PROVO — This time of the year at every college football camp, you look for something new.
I found an interesting nuance this week when attending the opening session of BYU's fall football camp.
Every Cougar offensive lineman checked in at less than 300 pounds.
I wouldn't say they all looked like action figures from Marvel Comics.
Can't say they have the Rocky Balboa look going.
Can't say this means this unit is going to be a great offensive line because they haven't put on pads and hit anyone yet.
But they do not have marshmallow bodies with protruding bellies. These guys look athletic, they appear to have stamina, they move more efficiently in space, run faster down the field and in short and have morphed into something other than what we've seen in Provo in the past.
These guys are not soft.
This is the result of two things that are new to BYU football this spring and summer.
First, a diet program in which BYU contracted with nutritionist Dan Wilcox. Second, a consulting contract with Athletes' Performance Institute, a private personalized performance institute that routinely prepares collegians for the NFL Combine.
Wilcox created individual player profiles, and API visited and drew up individual workout programs that are supervised by current conditioning coach Jay Omer.
"It's helped. It's helped big time," said linebacker Brandon Ogletree.
"It is Bronco Mendenhall trying to find what will make a difference between winning 10 games in a season and getting over the hump with little details that will push the program past that and beyond."
Things came to a head this past March when three Cougars, who had just finished eligibility, did their pro-day workouts on campus. Mendenhall saw his former center Terence Brown, safety Travis Uale and corner Corby Eason run tests, and they were different physical men from a dozen weeks prior at the Armed Forces Bowl.
They were faster, quicker, more agile and trim. Brown had dumped 38 pounds, and Uale and Eason had put on more than 20, all muscle. Eason was faster and looked like Adonis. Brown ran a 5.03 time in the forty, which was among the top three in the NFL Combine.
Mendenhall decided to look into what they were doing. All had been working out with personal trainer Dave Stroshine of ASAP Sports in Orem, who had also trained Harvey Unga, Fui Vakapuna and Manase Tonga in post-BYU life. He asked Uale what he'd been doing and with who, and Uale told him not only Stroshine helped, but Wilcox made a huge difference.
"Bronco wanted me to get a phone number for Wilcox and text it to him as quick possible. He wanted to revamp the whole program."
Uale said BYU had a nutritionist on campus, but Wilcox knew more about performance nutrition and he explained the details. Mendenhall met with Wilcox, then the entire coaching staff, then the leadership council on his team. He hired Wilcox and sought out API, which was founded by Mark Verstegen in 1999.
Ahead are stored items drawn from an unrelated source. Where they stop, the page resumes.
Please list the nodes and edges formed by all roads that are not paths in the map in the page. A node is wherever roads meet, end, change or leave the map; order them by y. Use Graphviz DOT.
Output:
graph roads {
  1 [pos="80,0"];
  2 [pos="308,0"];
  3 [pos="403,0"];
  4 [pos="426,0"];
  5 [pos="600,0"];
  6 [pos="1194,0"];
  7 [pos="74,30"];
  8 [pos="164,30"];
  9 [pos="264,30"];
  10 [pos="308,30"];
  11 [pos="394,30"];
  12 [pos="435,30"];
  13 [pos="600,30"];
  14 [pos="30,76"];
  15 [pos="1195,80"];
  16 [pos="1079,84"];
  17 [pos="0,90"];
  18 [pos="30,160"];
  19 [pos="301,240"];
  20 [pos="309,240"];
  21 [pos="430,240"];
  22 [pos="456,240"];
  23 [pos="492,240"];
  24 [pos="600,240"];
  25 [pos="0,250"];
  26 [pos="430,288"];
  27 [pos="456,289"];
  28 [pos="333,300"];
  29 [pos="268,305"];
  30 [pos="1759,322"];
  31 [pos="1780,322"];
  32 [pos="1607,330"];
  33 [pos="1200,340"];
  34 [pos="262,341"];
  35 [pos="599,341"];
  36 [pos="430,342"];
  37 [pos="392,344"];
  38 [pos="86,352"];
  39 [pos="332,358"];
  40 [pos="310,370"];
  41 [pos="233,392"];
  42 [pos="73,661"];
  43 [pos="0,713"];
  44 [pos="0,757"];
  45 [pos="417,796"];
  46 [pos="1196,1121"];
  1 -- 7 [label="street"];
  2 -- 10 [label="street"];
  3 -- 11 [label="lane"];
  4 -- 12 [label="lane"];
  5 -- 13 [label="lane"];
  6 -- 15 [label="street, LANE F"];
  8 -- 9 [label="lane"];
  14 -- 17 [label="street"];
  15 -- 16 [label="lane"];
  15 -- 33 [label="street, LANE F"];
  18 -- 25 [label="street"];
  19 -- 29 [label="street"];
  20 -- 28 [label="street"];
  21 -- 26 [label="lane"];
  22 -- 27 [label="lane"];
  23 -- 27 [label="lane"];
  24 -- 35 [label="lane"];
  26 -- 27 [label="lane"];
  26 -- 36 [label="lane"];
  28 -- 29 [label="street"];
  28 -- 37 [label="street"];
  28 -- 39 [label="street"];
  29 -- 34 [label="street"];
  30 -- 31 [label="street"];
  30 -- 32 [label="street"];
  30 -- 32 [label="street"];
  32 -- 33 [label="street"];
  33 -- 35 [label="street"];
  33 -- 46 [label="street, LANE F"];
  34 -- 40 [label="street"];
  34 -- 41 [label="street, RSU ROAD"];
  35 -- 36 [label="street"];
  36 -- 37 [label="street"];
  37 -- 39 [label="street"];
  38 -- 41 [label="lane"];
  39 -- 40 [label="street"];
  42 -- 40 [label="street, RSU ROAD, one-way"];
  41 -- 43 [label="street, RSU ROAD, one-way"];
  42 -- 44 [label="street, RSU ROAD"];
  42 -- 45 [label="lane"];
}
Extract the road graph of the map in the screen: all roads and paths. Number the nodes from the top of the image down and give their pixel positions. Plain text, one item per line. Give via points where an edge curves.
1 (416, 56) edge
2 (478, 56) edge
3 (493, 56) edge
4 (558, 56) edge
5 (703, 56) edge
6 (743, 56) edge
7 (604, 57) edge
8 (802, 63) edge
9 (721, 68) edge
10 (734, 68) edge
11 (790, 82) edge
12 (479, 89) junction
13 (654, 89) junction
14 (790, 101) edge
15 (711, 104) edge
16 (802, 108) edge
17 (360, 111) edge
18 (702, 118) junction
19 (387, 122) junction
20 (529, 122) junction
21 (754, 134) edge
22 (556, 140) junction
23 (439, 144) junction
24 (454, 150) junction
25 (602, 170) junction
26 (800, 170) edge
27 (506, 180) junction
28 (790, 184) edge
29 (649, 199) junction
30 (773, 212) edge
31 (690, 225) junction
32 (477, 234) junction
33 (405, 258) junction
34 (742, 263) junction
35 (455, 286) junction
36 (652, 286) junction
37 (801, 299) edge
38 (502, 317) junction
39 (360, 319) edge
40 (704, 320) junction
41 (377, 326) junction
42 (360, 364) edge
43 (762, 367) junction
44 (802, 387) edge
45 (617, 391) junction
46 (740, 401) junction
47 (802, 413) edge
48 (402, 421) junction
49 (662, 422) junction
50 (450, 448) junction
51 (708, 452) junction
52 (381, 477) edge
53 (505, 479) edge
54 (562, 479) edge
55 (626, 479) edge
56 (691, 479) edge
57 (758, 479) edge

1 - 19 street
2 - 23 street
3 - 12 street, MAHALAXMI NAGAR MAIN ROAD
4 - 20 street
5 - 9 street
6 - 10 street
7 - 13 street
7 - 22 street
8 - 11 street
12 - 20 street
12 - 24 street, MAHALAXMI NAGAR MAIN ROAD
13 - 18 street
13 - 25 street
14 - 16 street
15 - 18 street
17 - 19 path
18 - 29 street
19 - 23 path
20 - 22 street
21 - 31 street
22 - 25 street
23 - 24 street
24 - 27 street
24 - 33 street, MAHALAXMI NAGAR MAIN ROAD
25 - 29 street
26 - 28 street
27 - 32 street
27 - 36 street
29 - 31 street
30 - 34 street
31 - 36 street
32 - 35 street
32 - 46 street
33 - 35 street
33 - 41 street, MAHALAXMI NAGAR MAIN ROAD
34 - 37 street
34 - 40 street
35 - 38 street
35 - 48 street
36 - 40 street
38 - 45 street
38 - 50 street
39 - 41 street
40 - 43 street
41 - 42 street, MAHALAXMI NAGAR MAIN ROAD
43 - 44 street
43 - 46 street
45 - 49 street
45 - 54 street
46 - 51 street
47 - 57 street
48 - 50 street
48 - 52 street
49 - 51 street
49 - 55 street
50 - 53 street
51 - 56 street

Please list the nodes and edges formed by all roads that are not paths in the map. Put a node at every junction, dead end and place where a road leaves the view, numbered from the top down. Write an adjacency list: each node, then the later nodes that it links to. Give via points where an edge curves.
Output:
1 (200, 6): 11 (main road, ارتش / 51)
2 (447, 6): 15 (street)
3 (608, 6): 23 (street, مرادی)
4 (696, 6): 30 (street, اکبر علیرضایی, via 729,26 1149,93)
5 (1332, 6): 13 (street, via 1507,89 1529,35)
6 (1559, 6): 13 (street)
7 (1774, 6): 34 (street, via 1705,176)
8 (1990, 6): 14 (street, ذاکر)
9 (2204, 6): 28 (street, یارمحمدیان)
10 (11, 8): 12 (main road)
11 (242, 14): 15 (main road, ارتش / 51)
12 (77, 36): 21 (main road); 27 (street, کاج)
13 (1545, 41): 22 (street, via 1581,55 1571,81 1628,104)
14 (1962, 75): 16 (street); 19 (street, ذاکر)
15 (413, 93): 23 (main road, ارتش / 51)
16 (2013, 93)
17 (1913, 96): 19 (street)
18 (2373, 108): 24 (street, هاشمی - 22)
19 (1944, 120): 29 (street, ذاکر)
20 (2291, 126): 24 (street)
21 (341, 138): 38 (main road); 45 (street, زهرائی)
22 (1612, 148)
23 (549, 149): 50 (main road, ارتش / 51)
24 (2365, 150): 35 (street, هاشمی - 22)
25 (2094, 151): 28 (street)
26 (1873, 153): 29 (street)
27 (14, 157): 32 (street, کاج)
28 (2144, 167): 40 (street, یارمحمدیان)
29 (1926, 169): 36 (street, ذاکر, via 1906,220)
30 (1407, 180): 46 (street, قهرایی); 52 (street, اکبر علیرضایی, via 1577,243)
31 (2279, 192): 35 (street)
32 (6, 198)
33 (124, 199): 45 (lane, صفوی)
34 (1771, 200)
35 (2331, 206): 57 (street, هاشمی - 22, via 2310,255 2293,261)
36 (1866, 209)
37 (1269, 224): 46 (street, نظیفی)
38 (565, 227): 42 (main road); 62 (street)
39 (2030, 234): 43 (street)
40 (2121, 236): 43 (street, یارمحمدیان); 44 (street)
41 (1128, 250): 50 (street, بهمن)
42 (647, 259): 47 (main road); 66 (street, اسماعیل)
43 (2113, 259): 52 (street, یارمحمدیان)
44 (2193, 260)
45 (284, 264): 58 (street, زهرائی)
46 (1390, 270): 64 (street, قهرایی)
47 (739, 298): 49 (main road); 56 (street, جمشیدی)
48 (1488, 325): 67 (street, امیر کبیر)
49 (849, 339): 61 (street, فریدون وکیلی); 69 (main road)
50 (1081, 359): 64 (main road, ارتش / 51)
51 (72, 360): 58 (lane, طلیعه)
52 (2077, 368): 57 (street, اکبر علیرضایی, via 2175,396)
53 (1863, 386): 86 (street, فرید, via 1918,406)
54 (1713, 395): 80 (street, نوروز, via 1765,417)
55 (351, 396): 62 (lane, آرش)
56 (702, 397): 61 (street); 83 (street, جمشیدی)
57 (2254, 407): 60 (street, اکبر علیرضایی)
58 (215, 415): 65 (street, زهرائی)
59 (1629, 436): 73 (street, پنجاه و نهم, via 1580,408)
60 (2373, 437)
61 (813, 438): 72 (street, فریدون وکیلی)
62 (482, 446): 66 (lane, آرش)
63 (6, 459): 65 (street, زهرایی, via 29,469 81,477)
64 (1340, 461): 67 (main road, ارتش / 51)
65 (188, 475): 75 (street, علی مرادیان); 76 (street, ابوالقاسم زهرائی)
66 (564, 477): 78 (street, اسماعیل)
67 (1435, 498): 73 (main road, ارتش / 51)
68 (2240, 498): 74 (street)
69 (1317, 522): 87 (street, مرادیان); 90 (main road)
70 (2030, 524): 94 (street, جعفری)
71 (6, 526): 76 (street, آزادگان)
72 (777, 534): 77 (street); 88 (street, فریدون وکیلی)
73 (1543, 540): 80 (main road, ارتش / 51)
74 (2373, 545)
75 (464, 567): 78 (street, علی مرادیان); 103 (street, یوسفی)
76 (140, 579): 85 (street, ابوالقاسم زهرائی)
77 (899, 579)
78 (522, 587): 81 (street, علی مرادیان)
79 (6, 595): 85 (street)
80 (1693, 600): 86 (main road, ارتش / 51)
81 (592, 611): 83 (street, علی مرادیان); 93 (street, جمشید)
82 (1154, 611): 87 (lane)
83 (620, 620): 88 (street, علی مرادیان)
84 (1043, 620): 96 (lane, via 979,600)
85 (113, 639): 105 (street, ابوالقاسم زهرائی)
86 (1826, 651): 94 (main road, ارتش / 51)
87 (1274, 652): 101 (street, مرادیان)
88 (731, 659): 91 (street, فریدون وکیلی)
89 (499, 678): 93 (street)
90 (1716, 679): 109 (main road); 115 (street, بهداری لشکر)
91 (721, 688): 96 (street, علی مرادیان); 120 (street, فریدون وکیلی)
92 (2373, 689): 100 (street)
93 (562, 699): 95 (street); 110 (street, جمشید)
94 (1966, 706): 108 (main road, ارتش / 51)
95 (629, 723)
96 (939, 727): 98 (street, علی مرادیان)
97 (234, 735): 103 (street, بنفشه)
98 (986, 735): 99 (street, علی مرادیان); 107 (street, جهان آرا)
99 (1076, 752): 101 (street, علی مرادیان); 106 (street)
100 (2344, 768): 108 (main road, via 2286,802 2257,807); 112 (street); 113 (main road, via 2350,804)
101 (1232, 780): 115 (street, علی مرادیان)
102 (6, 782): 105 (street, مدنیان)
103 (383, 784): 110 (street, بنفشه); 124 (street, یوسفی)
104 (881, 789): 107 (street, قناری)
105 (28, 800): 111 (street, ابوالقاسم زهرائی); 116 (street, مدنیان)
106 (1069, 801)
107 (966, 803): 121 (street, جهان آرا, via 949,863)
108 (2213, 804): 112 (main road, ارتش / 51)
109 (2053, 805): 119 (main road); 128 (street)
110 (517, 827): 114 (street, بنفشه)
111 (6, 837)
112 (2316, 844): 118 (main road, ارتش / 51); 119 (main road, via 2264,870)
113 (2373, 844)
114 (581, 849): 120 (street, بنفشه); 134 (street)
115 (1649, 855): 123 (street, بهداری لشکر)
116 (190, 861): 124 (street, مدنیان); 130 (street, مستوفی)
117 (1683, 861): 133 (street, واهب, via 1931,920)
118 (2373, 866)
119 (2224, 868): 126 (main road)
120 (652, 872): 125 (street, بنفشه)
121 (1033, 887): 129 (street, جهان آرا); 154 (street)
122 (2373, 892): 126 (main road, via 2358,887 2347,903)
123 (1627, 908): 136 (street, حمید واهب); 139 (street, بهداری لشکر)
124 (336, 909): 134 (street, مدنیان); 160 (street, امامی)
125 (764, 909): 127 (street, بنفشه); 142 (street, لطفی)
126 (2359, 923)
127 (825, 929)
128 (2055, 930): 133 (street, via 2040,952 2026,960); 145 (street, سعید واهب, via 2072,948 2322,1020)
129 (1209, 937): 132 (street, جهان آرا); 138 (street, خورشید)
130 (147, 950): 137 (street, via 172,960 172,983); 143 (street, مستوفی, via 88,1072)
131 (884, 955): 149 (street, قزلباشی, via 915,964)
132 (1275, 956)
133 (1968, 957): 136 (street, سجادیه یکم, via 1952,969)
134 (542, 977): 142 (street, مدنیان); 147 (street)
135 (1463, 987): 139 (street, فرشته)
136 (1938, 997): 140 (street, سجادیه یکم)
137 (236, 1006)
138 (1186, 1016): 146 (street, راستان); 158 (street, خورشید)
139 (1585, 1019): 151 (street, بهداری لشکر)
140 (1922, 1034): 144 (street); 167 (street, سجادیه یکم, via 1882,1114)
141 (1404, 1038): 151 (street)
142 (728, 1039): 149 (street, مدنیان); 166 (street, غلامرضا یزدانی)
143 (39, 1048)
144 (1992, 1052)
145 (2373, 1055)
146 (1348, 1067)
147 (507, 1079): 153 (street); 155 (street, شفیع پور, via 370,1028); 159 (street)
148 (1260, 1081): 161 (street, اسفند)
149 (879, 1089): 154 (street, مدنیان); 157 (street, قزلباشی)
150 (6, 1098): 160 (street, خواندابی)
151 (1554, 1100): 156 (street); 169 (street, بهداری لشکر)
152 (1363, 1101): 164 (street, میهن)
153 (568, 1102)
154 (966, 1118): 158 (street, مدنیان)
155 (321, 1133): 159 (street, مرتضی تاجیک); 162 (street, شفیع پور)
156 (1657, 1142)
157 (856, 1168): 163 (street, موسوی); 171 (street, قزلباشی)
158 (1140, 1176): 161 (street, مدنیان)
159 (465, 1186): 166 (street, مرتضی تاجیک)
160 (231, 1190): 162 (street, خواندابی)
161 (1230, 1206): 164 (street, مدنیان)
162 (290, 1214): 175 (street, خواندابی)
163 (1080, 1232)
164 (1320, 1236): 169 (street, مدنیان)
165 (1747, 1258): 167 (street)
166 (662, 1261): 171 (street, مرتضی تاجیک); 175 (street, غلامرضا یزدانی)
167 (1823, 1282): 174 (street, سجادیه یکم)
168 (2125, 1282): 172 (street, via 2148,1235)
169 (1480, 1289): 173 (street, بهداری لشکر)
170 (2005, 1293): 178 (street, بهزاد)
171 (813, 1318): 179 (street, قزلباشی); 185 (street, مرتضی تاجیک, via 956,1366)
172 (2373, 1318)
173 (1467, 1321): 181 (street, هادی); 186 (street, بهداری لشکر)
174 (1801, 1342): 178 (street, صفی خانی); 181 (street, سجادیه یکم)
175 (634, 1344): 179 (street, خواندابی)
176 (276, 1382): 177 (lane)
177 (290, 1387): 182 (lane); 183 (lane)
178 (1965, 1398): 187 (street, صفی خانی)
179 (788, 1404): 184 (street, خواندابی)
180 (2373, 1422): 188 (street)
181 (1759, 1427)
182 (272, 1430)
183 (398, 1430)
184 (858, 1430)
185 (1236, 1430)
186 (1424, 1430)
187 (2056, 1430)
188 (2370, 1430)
Wilcox met with API and traded notes. "A funny thing happened," Stroshine told me on Friday, as I researched the genesis of this new emphasis and direction. "Wilcox and API's folks met. The API guys started explaining their resumes and how many letters they had after their names. Wilcox simply said, 'I'm Dan Wilcox. I get results.' "
Uale said his experience with Wilcox was different than anything he'd ever done. "I've been to a nutritionist who had me eat eight meals a day. But he was different. It was really personalized. Things you don't want in your diet, he won't make you eat. It's all fats, carbs and sugars, and he balances it the right way to meet your goals."
Stroshine said he always knew the importance of nutrition.
"People come to me to get bigger, faster and stronger. I know how important it is to eat the right things. But people don't come to me for that, they don't listen to me. That's where Dan comes in."
So, how did these two link up?
"I had a few clients who had great results back in November and December with Dan. I'd worked with nutritionists before, but it was nothing jaw-dropping. These people who were working with his system of nutrition — it was significant — and I got in touch with Dan."
Both Wilcox and Stroshine had a mutual friend in former BYU defensive end Setema Gali. The common link drew Wilcox and Stroshine together for their clients.
Bottom line, whatever the origin, no matter who might be given the credit, one new thing in BYU's football camp is the health and conditioning of the current players preparing for two-a-days.
Generally speaking, the skill guys have more muscle mass, the big linemen have less body fat and move better.
Whether that gets BYU past 10 wins or not, only time will tell.
But one thing is certain as you watch the Cougars at work on the green field outside the Student Athlete Building: the adventure of working with API and Wilcox is bringing results.